Philippe Mathieu-Daudé Aug. 20, 2020, 5:38 a.m. UTC | #5
On 8/20/20 7:29 AM, Philippe Mathieu-Daudé wrote:
> +Eric / Richard for compiler optimizations.
> 
> On 8/20/20 3:53 AM, Havard Skinnemoen wrote:
>> On Tue, Aug 11, 2020 at 8:26 PM Havard Skinnemoen
>> <hskinnemoen@google.com> wrote:
>>>
>>> On Tue, Aug 11, 2020 at 1:48 AM Philippe Mathieu-Daudé <f4bug@amsat.org> wrote:
>>>> INTERRUPTED: Test interrupted by SIGTERM
>>>> Runner error occurred: Timeout reached
>>>> (240.45 s)
>>>>
>>>> Is that expected?
>>>
>>> I'm not sure why it only happens when running direct kernel boot with
>>> unoptimized qemu, but it seems a little happier if I enable a few more
>>> peripherals that I have queued up (sd, ehci, ohci and rng), though not
>>> enough.
>>>
>>> It still stalls for an awfully long time on "console: Run /init as
>>> init process" though.

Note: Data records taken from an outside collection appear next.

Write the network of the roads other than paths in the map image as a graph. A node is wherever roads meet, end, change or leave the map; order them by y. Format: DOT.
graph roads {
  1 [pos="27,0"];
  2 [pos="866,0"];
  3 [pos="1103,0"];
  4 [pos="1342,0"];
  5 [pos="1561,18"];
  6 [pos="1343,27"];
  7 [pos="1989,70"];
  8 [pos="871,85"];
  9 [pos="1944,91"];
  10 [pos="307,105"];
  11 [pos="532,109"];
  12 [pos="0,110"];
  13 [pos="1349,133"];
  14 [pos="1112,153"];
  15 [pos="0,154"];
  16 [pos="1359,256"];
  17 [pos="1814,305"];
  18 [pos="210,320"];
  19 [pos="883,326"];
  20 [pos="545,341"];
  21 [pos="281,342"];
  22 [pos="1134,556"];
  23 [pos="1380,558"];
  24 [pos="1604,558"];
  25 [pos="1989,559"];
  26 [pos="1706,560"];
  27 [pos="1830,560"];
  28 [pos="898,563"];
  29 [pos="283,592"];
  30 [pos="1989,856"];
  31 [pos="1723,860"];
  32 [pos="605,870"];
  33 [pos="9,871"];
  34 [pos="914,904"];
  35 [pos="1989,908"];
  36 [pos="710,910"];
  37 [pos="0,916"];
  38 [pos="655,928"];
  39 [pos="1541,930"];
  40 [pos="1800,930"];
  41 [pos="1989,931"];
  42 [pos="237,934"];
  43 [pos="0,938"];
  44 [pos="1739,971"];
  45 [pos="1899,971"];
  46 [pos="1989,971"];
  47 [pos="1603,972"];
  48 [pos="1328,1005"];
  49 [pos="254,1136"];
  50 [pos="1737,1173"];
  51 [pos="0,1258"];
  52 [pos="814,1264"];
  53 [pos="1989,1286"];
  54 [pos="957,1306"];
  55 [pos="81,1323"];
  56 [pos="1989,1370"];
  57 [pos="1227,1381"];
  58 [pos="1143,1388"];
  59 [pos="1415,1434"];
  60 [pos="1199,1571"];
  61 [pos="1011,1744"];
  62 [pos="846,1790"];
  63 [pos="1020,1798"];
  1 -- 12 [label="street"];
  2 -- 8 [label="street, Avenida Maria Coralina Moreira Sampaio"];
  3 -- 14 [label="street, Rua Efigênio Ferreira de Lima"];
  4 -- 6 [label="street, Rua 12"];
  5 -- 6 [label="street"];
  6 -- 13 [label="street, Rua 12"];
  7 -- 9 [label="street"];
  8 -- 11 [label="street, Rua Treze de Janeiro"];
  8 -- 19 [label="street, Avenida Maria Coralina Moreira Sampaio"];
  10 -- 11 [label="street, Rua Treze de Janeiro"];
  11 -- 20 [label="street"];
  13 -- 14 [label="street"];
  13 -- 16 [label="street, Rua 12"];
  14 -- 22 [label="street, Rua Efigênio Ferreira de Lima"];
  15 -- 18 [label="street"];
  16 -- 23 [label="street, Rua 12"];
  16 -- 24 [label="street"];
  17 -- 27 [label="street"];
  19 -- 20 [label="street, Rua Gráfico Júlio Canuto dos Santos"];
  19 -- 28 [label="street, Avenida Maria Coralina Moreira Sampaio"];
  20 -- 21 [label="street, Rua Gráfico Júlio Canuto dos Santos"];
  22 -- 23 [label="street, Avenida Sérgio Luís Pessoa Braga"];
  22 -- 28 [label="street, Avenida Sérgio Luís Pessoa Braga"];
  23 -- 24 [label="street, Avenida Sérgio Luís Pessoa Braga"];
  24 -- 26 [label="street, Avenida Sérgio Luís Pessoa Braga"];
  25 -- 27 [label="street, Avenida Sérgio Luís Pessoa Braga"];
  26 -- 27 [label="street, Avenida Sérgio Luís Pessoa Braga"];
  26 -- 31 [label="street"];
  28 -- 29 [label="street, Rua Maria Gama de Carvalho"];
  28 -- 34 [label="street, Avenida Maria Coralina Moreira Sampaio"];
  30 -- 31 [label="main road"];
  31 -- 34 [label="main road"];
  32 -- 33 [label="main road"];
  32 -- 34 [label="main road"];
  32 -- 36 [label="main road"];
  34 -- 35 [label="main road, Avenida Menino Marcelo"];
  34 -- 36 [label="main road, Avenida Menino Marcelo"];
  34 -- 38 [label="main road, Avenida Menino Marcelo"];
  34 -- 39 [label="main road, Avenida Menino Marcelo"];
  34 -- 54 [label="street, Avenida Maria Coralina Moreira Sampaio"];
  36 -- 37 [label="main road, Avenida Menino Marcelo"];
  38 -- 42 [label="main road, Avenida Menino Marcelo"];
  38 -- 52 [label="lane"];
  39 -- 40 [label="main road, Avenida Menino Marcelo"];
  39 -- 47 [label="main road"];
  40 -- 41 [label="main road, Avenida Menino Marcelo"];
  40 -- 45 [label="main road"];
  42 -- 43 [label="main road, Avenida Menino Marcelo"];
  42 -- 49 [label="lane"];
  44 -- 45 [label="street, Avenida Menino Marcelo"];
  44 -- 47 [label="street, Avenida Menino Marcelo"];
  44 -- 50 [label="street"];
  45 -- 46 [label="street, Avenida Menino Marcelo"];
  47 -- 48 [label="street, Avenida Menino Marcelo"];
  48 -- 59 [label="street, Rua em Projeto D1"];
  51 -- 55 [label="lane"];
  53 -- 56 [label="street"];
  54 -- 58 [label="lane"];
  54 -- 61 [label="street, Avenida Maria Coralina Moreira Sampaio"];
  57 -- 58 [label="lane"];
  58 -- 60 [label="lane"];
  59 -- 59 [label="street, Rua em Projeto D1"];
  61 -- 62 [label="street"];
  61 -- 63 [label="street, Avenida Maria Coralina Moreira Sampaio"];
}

I'm not sure what it's doing there. With -O2 it
>>> only takes a couple of seconds to move on.
>>
>> So it turns out that the kernel gets _really_ sluggish when skipping
>> the clock initialization normally done by the boot loader.

Hmm IIRC other boards are affected (raspi and orange-pi).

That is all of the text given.